### Assigned task
Review the material line by line. Identify and copy every line that contains the string "roads".

### Exercise inputs
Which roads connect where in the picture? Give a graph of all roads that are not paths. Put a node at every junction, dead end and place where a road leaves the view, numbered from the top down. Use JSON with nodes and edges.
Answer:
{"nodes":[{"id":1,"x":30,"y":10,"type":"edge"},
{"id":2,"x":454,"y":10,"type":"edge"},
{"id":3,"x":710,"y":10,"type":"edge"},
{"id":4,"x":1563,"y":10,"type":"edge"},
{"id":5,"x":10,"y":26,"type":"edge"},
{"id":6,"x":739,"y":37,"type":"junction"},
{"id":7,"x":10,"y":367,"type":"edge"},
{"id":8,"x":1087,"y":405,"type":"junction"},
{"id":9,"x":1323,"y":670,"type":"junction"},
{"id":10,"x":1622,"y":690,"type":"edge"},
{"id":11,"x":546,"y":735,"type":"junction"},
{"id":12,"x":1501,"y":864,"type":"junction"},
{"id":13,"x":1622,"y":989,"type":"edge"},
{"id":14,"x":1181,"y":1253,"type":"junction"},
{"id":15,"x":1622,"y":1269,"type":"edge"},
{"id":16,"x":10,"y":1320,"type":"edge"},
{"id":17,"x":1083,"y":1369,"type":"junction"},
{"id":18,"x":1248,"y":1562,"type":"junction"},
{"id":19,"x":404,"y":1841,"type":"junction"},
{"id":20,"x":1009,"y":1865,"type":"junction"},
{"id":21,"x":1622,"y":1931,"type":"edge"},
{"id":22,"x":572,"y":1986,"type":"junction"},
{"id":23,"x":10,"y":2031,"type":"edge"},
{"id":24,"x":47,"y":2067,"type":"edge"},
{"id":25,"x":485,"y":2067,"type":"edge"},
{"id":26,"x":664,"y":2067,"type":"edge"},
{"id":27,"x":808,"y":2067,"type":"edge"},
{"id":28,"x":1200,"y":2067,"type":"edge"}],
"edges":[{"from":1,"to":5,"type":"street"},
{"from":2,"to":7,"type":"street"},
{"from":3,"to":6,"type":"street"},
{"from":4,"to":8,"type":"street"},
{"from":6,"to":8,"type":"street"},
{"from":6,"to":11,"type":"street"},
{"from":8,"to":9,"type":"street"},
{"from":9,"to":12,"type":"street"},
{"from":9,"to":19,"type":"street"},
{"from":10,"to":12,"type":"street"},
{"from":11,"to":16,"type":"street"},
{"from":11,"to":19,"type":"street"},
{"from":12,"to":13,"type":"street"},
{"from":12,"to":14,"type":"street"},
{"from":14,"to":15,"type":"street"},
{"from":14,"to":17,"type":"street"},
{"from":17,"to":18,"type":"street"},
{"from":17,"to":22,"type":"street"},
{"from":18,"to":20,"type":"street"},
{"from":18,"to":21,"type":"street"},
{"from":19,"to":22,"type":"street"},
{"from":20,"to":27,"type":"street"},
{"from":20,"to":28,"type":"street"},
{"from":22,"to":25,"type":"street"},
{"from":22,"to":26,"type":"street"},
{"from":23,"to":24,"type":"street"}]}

==

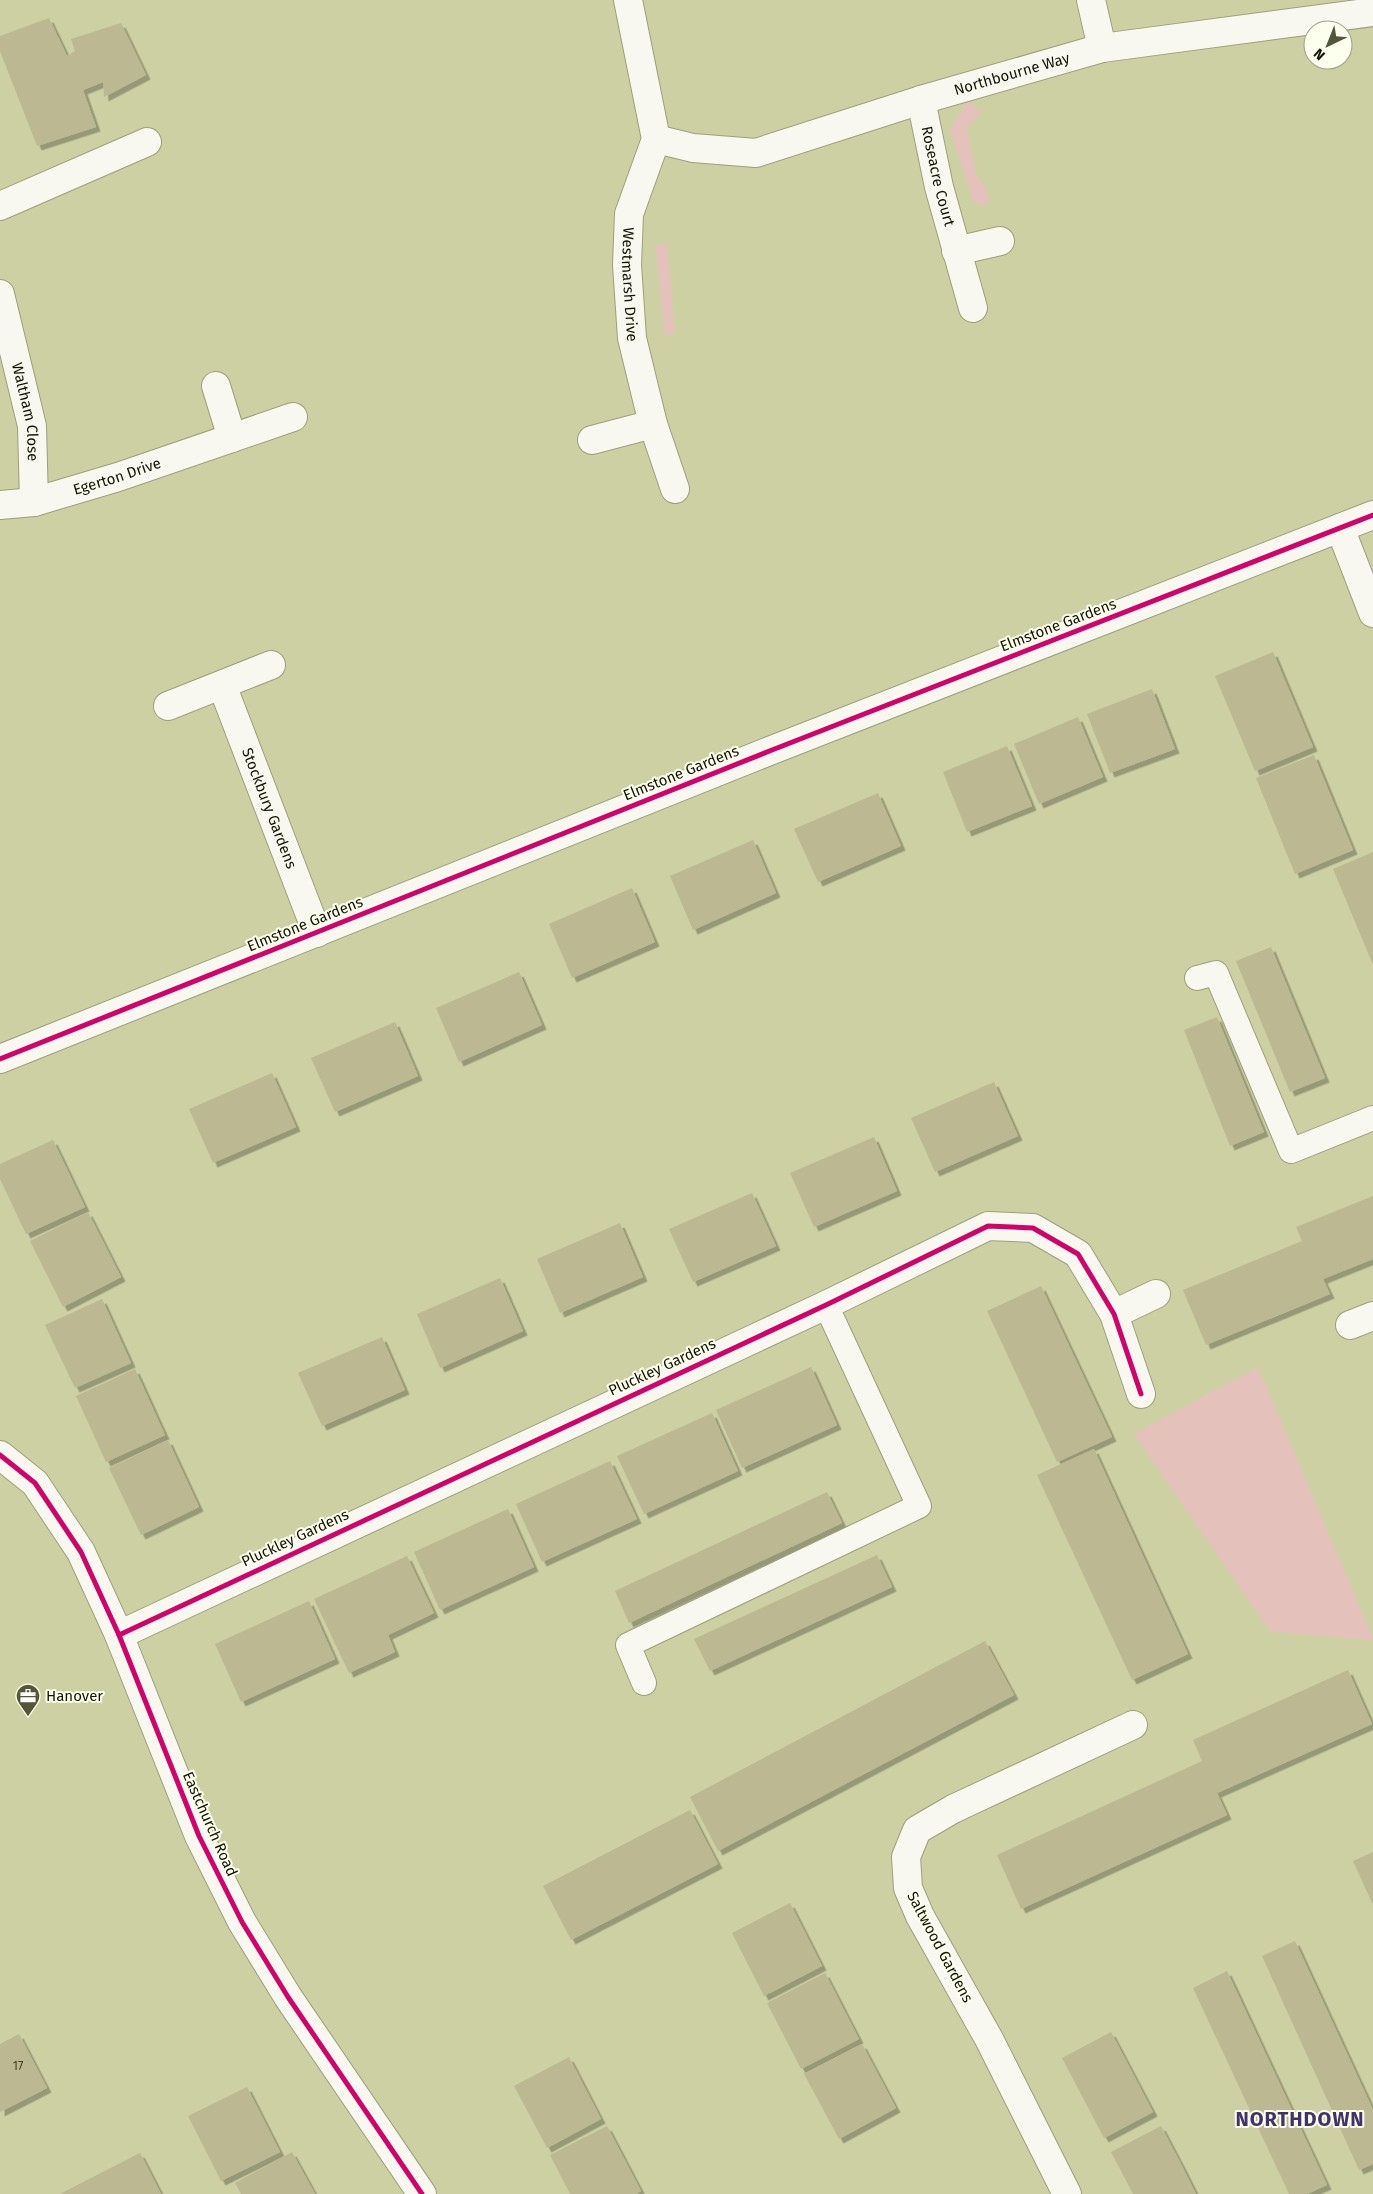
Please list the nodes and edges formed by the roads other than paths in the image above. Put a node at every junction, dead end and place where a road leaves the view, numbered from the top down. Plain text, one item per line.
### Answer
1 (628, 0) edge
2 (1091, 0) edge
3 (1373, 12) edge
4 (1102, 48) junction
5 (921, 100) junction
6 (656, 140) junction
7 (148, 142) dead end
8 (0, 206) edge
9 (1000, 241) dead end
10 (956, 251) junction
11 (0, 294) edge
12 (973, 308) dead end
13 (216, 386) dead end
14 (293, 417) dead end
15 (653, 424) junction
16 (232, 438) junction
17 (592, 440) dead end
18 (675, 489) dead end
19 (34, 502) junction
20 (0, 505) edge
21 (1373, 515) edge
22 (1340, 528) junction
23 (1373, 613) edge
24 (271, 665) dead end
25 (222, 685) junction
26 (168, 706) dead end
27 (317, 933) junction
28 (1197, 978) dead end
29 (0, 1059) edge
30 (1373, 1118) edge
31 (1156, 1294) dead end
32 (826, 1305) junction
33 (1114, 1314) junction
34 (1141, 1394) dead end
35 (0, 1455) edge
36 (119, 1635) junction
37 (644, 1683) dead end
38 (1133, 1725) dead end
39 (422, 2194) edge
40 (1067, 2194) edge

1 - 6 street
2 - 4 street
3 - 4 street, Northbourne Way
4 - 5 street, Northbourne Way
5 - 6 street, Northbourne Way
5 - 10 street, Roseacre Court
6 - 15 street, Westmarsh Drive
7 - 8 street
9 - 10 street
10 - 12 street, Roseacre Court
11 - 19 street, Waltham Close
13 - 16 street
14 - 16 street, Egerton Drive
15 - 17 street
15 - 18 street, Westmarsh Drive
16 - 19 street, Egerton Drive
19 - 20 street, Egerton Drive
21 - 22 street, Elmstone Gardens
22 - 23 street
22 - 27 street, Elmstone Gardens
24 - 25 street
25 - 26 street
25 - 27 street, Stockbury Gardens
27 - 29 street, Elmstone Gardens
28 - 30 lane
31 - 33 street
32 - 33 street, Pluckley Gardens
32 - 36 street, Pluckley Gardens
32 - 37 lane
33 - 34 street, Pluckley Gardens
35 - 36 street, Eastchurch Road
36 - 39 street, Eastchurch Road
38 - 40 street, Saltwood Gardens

### Written answer
Which roads connect where in the picture? Give a graph of all roads that are not paths. Put a node at every junction, dead end and place where a road leaves the view, numbered from the top down. Use JSON with nodes and edges.
Please list the nodes and edges formed by the roads other than paths in the image above. Put a node at every junction, dead end and place where a road leaves the view, numbered from the top down. Plain text, one item per line.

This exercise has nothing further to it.